__WORK INSTRUCTIONS__. Please say how many lines in the records below contain the word "rows". Give only the number.

__PROVIDED ENTRIES__.

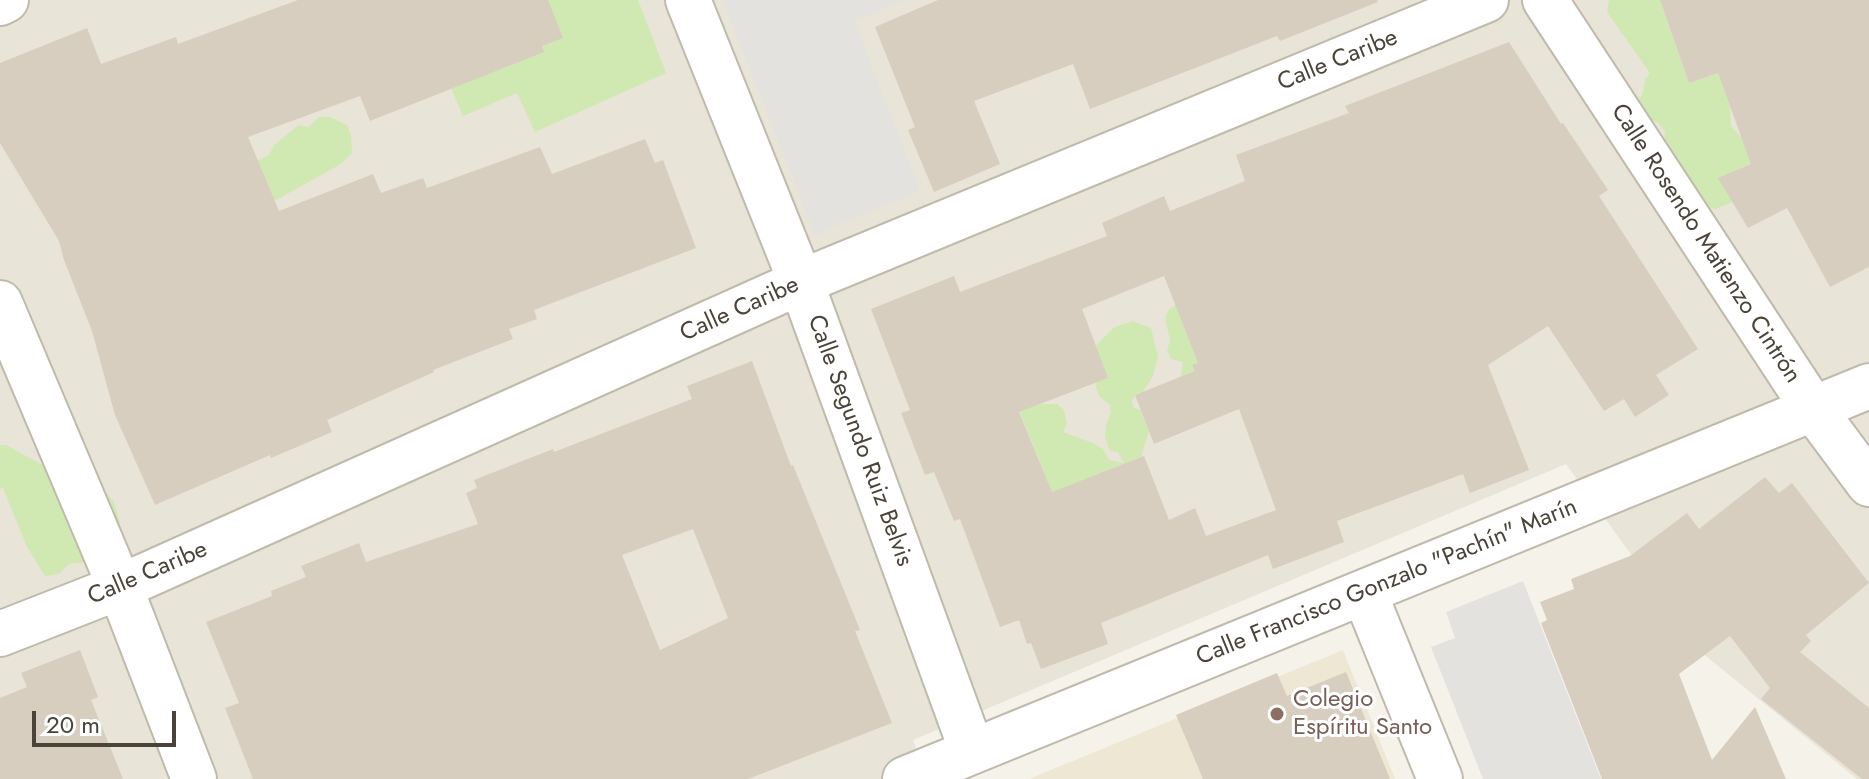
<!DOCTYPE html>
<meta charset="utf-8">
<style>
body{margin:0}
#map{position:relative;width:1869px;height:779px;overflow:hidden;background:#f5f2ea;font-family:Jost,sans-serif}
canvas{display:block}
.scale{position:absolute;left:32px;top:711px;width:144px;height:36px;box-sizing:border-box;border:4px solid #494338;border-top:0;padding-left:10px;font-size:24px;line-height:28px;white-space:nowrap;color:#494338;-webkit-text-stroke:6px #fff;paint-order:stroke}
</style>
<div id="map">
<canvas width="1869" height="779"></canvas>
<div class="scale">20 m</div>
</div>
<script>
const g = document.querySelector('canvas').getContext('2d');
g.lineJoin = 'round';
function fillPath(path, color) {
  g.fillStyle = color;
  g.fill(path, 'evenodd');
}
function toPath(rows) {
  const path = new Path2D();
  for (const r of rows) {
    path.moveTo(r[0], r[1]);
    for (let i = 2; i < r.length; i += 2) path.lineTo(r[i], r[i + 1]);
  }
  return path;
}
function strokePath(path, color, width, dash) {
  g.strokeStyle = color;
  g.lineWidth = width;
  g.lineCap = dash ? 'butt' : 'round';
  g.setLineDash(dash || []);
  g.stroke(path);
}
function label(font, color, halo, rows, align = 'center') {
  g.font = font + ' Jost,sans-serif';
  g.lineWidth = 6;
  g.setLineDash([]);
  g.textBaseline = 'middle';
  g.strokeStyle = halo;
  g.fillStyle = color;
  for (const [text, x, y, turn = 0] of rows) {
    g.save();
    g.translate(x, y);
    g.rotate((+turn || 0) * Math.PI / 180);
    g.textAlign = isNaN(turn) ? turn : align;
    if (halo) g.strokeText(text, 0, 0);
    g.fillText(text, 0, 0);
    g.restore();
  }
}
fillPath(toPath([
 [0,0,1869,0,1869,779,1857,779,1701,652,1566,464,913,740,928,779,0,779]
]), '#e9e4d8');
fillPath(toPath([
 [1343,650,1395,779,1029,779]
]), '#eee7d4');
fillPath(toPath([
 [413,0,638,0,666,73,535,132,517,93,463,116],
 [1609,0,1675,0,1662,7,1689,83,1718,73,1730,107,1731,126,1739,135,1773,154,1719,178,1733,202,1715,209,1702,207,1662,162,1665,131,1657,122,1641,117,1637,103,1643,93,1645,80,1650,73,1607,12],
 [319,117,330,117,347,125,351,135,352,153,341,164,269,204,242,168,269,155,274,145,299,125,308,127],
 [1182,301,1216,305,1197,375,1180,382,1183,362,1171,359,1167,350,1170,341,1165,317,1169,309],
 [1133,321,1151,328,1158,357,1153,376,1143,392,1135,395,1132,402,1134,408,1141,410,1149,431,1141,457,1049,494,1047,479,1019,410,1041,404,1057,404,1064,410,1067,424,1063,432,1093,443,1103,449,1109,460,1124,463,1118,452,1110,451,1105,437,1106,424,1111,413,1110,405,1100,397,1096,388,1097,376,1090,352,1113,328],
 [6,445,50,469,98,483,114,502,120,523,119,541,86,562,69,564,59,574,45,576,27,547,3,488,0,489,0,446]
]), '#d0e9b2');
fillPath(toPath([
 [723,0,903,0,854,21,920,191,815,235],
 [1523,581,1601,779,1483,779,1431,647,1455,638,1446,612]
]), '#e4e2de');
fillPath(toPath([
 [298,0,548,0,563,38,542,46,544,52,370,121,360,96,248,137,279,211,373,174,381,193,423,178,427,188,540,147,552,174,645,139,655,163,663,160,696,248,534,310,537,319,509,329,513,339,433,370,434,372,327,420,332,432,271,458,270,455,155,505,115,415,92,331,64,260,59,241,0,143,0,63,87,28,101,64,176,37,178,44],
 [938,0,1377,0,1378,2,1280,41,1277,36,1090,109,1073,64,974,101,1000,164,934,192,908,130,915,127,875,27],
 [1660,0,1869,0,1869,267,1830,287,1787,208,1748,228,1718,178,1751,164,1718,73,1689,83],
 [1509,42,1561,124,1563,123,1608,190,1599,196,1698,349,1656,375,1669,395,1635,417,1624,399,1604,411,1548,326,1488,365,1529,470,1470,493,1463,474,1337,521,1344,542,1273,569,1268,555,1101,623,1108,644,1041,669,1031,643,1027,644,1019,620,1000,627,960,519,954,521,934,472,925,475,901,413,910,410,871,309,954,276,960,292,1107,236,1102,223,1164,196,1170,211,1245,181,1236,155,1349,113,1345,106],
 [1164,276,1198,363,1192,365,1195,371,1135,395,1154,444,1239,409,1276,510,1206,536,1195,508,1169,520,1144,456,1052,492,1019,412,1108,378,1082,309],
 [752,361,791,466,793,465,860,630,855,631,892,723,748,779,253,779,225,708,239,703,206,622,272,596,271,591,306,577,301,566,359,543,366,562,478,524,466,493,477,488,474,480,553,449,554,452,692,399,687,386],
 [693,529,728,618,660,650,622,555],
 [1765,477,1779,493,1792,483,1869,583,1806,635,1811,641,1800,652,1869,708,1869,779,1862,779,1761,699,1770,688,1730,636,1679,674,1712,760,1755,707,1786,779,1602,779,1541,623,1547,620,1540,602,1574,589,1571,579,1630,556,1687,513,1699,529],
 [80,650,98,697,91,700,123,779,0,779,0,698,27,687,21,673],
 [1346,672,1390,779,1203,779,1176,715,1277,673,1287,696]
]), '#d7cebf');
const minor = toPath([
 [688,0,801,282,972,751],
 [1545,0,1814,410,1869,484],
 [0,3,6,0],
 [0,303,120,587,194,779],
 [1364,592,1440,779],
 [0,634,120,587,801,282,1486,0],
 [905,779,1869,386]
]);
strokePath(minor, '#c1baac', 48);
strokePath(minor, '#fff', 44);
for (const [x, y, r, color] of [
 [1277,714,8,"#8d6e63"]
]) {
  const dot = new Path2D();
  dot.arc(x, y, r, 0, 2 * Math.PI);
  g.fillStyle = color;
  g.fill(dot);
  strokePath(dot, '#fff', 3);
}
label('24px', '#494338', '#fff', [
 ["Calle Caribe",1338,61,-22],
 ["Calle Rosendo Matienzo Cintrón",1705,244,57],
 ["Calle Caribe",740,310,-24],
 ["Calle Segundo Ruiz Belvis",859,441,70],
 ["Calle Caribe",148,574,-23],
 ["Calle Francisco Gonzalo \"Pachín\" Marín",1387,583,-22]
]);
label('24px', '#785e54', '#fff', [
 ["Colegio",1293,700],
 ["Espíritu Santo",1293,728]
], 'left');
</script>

__SOLUTION TO THIS PROBLEM__. 4